(Collected data)
※

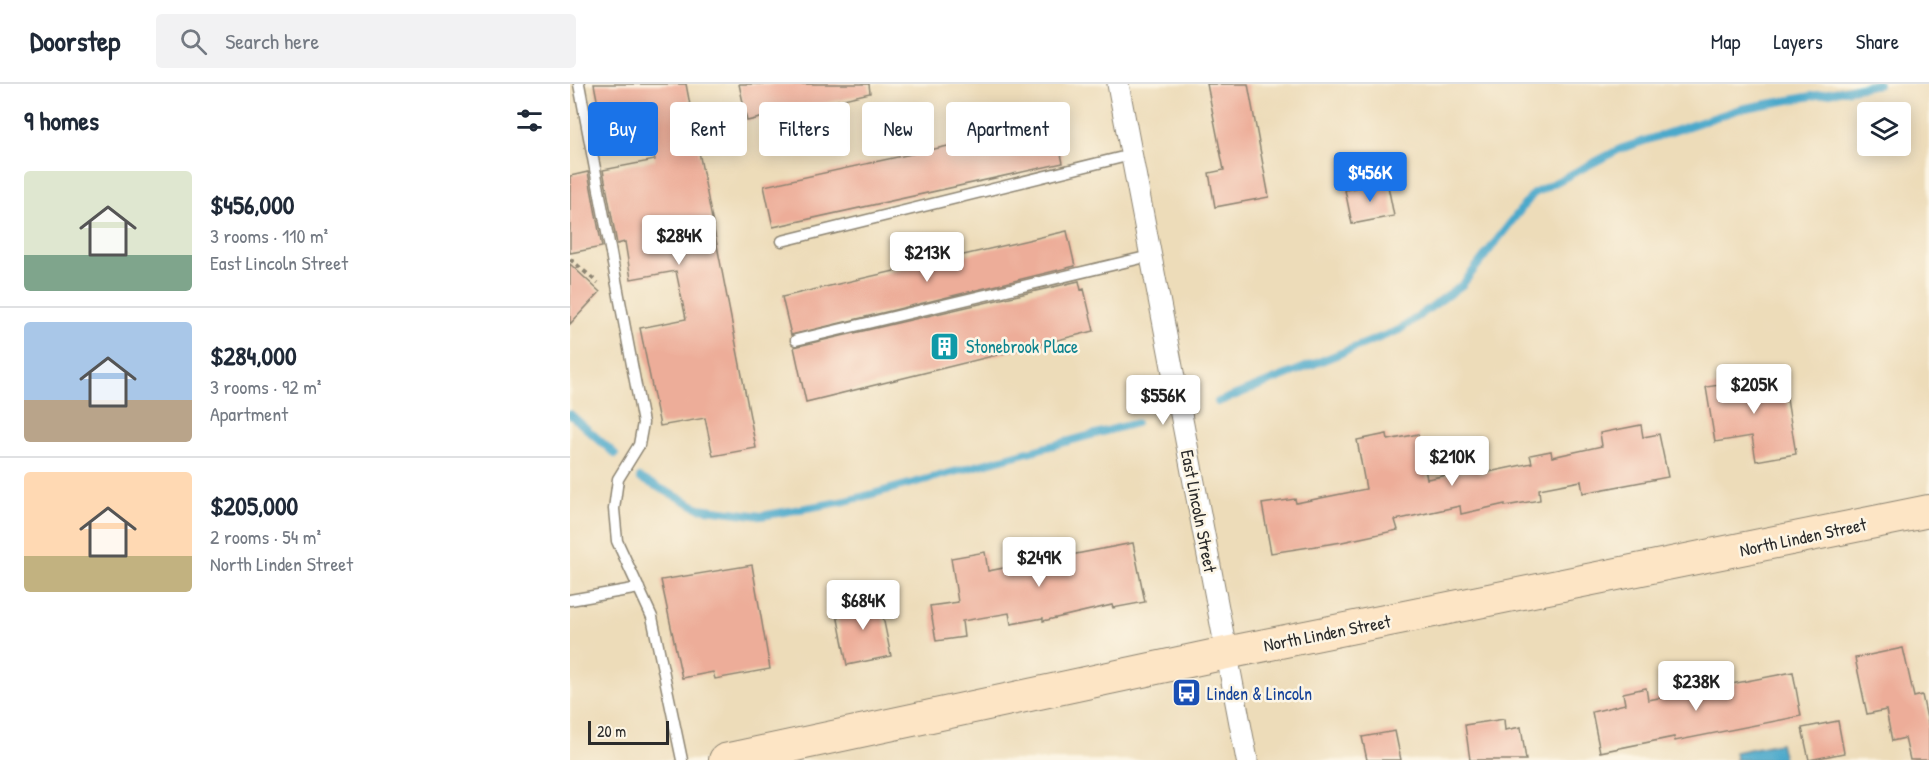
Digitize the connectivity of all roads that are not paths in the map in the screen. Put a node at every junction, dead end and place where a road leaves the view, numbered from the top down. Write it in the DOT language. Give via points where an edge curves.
graph roads {
  1 [pos="579,84"];
  2 [pos="1118,84"];
  3 [pos="1131,155"];
  4 [pos="782,241"];
  5 [pos="1150,256"];
  6 [pos="796,340"];
  7 [pos="1929,511"];
  8 [pos="639,588"];
  9 [pos="570,600"];
  10 [pos="1226,653"];
  11 [pos="682,760"];
  12 [pos="725,760"];
  13 [pos="1247,760"];
  1 -- 8 [label="lane" via="643,423 639,445 618,479 614,509 617,541"];
  2 -- 3 [label="street, East Lincoln Street"];
  3 -- 4 [label="lane"];
  3 -- 5 [label="street, East Lincoln Street"];
  5 -- 6 [label="lane"];
  5 -- 10 [label="street, East Lincoln Street"];
  7 -- 10 [label="main road, North Linden Street"];
  8 -- 9 [label="lane"];
  8 -- 11 [label="lane" via="652,617"];
  10 -- 12 [label="main road, North Linden Street"];
  10 -- 13 [label="street, East Lincoln Street"];
}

※

Now reproduce all of the entries precisely, with no pictures in the copy.

▶ **Output for this exercise**:
Digitize the connectivity of all roads that are not paths in the map in the screen. Put a node at every junction, dead end and place where a road leaves the view, numbered from the top down. Write it in the DOT language. Give via points where an edge curves.
graph roads {
  1 [pos="579,84"];
  2 [pos="1118,84"];
  3 [pos="1131,155"];
  4 [pos="782,241"];
  5 [pos="1150,256"];
  6 [pos="796,340"];
  7 [pos="1929,511"];
  8 [pos="639,588"];
  9 [pos="570,600"];
  10 [pos="1226,653"];
  11 [pos="682,760"];
  12 [pos="725,760"];
  13 [pos="1247,760"];
  1 -- 8 [label="lane" via="643,423 639,445 618,479 614,509 617,541"];
  2 -- 3 [label="street, East Lincoln Street"];
  3 -- 4 [label="lane"];
  3 -- 5 [label="street, East Lincoln Street"];
  5 -- 6 [label="lane"];
  5 -- 10 [label="street, East Lincoln Street"];
  7 -- 10 [label="main road, North Linden Street"];
  8 -- 9 [label="lane"];
  8 -- 11 [label="lane" via="652,617"];
  10 -- 12 [label="main road, North Linden Street"];
  10 -- 13 [label="street, East Lincoln Street"];
}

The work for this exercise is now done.